Spinoza’nın Tanrısı hiçbir şekilde kişisel değildi, ve bizim çok defa “doğa”, “varoluş” veya “ruhani bir dünya” olarak bahsettiğimiz şeylerden ayrı tutulamazdı. Tanrı evren ve onun kurallarıdır. Tanrı akıl ve hakikattir. Tanrı olmuş ve olabilecek her şeydir. O zamanın içinde değildir, o bireyselleştirilemez. Spinoza şunu yazmıştır: Var olan her şey Tanrı’nın içindedir, ve hiçbir şey onsuz var olamaz veya onsuz düşünülemez.

Metni boyunca Spinoza “dua” kavramının temellerini çürütmekle uğraşmıştı. Duada birey evrenin işleyişini değiştirmesi için Tanrı’ya başvurur. Fakat Spinoza bunun olabilecek en yanlış yöntem olduğunu savunuyordu. İnsanların görevi evrenin nasıl ve neden bu şekilde işlediğini anlamak ve gökyüzüne küçük mesajlar göndererek yaşamın işleyişine karşı çıkmak yerine bunları kabul etmektir. Spinoza’nın güzelce, ama daha ziyade iğneleyici bir şekilde belirttiği gibi: “Tanrıyı seven kimse Tanrının da karşılığında onu sevmesi için uğraşamaz.” Başka bir deyişle, yalnızca çarpık ve çocukça bir narsisizm, birini bir Tanrıya inanmaya yönlendirir ve daha sonra bu inandığı Tanrı’nın hayatını yoluna sokması için varoluşun kurallarını yeniden düzenleyeceğiyle ilgileneceğini düşünür.

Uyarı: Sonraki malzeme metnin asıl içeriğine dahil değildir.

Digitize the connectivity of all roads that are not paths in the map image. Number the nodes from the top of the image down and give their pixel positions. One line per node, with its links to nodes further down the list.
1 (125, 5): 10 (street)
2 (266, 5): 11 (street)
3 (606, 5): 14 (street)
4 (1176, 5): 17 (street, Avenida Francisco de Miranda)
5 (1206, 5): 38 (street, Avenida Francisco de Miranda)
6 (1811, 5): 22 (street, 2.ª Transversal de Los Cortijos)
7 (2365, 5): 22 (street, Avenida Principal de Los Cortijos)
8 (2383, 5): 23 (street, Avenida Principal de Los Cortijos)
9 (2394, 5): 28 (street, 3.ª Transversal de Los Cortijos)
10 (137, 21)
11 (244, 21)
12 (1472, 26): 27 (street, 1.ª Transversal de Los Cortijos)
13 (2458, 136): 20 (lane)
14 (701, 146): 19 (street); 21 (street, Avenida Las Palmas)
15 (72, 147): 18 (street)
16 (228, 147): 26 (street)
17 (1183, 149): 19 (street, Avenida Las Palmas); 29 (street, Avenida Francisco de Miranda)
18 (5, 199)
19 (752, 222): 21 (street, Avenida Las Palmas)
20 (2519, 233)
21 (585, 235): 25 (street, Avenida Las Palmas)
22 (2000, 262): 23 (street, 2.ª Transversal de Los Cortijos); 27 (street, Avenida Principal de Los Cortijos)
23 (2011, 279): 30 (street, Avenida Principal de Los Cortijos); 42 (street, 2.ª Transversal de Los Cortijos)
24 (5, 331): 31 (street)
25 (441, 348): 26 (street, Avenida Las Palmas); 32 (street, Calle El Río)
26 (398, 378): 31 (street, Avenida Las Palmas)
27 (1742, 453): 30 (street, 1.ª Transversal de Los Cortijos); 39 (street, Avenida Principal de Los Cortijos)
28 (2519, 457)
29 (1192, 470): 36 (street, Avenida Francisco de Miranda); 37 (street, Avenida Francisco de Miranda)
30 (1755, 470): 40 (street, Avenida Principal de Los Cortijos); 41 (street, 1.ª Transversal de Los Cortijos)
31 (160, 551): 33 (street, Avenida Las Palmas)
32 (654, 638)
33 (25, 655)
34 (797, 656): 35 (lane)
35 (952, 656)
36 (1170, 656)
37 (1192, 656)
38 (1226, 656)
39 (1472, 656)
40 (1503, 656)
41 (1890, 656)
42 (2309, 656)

Spinoza, Antik Yunan ve Roma stoacıların felsefelerinden derinden etkilenmişti. Onlar bilgeliğin olayların nasıl meydana geldiğine itiraz etmekte değil, dünyanın işleyişini anlamaya yönelik durmaksızın yapılan girişimlerde saklı olduğunu söylerlerdi – ondan sonra da bu gerekliliklere sessizce boyun eğmek gerektiğini düşünürlerdi.

Seneca, Spinoza’nın favori filozofu, insanları hayatın gereklilikleri tarafından çeşitli yönlere sürüklenen tasmalı köpeklerle karşılaştırmıştı. Kişi bir gerekliliğe ne kadar çok karşı gelirse o kadar çok boğulur. Bu yüzdendir ki bilge kişi her zaman için olayların nasıl olduğunu anlamaya çalışmalıdır. Örneğin “aşk nedir”, “politika nasıl işler?” ve böylece gereksiz yere boğulmamak için kendini bu işleyişlere göre yönlendirmelidir. Spinoza’nın felsefesine hüküm süren işte bu tip bir Stoacı yaklaşmıydı.

Tanrı’yı anlamak, alışılmış olarak, İncili ve diğer kutsal metinleri incelemek anlamına gelir. Fakat Spinoza yeni bir fikir öne sürer: Tanrıyı bilmenin en iyi yolu yaşamın ve evrenin nasıl işlediğini anlamakta yatıyor. Psikoloji, felsefe ve doğal bilimlerin aracılığıyla kişi Tanrı’yı anlamaya yaklaşabilir.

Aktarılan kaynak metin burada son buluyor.